PROVIDED ENTRIES >>
━━━━━━━━━━━━━━━━━━━━━━━━━━━━━━
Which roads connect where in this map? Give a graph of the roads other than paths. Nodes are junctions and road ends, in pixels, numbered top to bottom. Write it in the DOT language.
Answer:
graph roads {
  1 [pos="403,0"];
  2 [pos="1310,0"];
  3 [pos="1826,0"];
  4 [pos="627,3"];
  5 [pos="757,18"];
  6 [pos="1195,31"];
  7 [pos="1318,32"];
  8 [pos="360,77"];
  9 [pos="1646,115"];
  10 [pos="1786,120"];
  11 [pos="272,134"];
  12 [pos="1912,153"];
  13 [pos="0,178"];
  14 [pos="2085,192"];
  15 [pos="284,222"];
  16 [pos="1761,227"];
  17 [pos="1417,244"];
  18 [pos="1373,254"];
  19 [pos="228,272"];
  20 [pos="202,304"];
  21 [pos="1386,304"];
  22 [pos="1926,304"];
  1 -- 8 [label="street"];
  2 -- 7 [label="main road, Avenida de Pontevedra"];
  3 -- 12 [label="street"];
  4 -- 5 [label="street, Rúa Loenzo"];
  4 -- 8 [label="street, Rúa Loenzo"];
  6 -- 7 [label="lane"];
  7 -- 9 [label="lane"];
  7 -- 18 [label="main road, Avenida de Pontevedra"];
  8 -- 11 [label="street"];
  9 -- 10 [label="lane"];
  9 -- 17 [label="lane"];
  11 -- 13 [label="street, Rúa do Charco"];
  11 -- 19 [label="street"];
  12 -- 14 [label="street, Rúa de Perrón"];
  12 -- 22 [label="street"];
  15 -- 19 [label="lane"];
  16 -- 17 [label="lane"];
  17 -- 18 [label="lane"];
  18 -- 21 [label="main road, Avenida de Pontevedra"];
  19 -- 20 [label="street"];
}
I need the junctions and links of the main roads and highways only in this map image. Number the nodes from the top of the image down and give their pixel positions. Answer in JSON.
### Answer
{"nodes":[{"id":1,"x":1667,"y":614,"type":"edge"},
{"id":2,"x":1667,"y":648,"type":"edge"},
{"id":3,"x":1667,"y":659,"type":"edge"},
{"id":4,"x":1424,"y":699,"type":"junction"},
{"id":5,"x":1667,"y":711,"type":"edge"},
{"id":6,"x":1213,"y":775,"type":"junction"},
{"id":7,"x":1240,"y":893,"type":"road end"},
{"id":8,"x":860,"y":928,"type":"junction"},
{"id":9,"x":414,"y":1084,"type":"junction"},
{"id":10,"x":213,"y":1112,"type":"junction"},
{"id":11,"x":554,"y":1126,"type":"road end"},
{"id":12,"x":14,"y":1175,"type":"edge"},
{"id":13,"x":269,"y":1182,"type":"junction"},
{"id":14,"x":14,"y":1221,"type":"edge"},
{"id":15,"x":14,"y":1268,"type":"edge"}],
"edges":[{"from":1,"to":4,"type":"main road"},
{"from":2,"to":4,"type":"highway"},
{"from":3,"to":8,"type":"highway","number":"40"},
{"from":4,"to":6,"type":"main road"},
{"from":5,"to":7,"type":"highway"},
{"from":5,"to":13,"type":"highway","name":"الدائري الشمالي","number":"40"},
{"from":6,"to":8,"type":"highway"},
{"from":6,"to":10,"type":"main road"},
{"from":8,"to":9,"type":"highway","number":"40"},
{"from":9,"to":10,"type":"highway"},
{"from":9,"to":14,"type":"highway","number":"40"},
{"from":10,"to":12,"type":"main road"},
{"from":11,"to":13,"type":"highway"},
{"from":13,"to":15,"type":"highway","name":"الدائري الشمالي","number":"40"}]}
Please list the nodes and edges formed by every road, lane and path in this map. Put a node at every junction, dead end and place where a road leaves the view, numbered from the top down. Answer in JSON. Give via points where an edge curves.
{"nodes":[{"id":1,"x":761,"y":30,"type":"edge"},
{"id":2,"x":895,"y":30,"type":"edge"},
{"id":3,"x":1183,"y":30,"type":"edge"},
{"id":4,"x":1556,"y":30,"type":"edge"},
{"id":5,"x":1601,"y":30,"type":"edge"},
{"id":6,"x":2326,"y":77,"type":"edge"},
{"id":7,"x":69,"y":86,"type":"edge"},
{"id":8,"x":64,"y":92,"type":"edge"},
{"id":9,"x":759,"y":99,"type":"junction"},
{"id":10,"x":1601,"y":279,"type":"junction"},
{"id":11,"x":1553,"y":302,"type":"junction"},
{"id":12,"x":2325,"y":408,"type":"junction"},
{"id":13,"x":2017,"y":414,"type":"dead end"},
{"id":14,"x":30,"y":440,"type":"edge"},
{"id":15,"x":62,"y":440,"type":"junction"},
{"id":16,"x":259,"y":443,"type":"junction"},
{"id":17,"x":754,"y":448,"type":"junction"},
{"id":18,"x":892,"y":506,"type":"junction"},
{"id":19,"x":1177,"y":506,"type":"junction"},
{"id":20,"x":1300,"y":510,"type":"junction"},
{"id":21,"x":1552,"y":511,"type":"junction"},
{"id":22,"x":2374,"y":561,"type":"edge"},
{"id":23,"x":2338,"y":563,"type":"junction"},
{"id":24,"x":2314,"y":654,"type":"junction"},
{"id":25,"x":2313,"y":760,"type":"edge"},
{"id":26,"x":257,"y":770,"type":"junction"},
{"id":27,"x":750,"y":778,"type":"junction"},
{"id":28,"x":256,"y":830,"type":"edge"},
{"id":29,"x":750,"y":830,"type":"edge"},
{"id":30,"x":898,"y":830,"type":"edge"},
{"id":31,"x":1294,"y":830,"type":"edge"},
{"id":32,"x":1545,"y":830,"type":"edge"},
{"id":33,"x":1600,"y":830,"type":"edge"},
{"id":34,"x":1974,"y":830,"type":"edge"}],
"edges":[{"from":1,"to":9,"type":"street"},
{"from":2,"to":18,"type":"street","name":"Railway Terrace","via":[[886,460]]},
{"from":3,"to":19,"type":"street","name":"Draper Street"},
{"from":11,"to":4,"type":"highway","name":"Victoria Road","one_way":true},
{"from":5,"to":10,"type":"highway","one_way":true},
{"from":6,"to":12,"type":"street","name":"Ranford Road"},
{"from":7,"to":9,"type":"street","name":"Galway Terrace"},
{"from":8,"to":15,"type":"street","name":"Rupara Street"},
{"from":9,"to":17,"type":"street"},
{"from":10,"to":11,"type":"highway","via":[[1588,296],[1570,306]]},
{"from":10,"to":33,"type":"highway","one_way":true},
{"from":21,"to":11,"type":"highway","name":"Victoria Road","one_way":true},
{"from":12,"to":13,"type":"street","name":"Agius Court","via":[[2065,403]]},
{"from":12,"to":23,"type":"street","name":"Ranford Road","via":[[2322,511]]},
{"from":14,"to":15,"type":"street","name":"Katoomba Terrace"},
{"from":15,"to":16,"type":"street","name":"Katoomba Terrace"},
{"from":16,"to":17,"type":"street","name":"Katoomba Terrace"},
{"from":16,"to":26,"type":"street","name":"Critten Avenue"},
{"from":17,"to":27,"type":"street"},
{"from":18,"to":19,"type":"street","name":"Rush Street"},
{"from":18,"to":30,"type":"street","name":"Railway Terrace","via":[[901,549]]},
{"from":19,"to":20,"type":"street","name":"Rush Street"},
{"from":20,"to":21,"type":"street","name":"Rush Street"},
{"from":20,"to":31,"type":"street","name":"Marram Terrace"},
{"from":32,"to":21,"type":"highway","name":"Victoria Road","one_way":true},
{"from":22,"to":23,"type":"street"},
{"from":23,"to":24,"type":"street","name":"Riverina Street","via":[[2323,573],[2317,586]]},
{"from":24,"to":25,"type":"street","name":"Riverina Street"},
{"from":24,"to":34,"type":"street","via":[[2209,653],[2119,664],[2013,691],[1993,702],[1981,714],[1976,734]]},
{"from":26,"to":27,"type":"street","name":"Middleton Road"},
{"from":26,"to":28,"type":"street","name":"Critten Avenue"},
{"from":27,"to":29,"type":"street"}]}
━━━━━━━━━━━━━━━━━━━━━━━━━━━━━━
Find and copy each line of the listing above that holds the word "Riverina".

SOLUTION BELOW >>
{"from":23,"to":24,"type":"street","name":"Riverina Street","via":[[2323,573],[2317,586]]},
{"from":24,"to":25,"type":"street","name":"Riverina Street"},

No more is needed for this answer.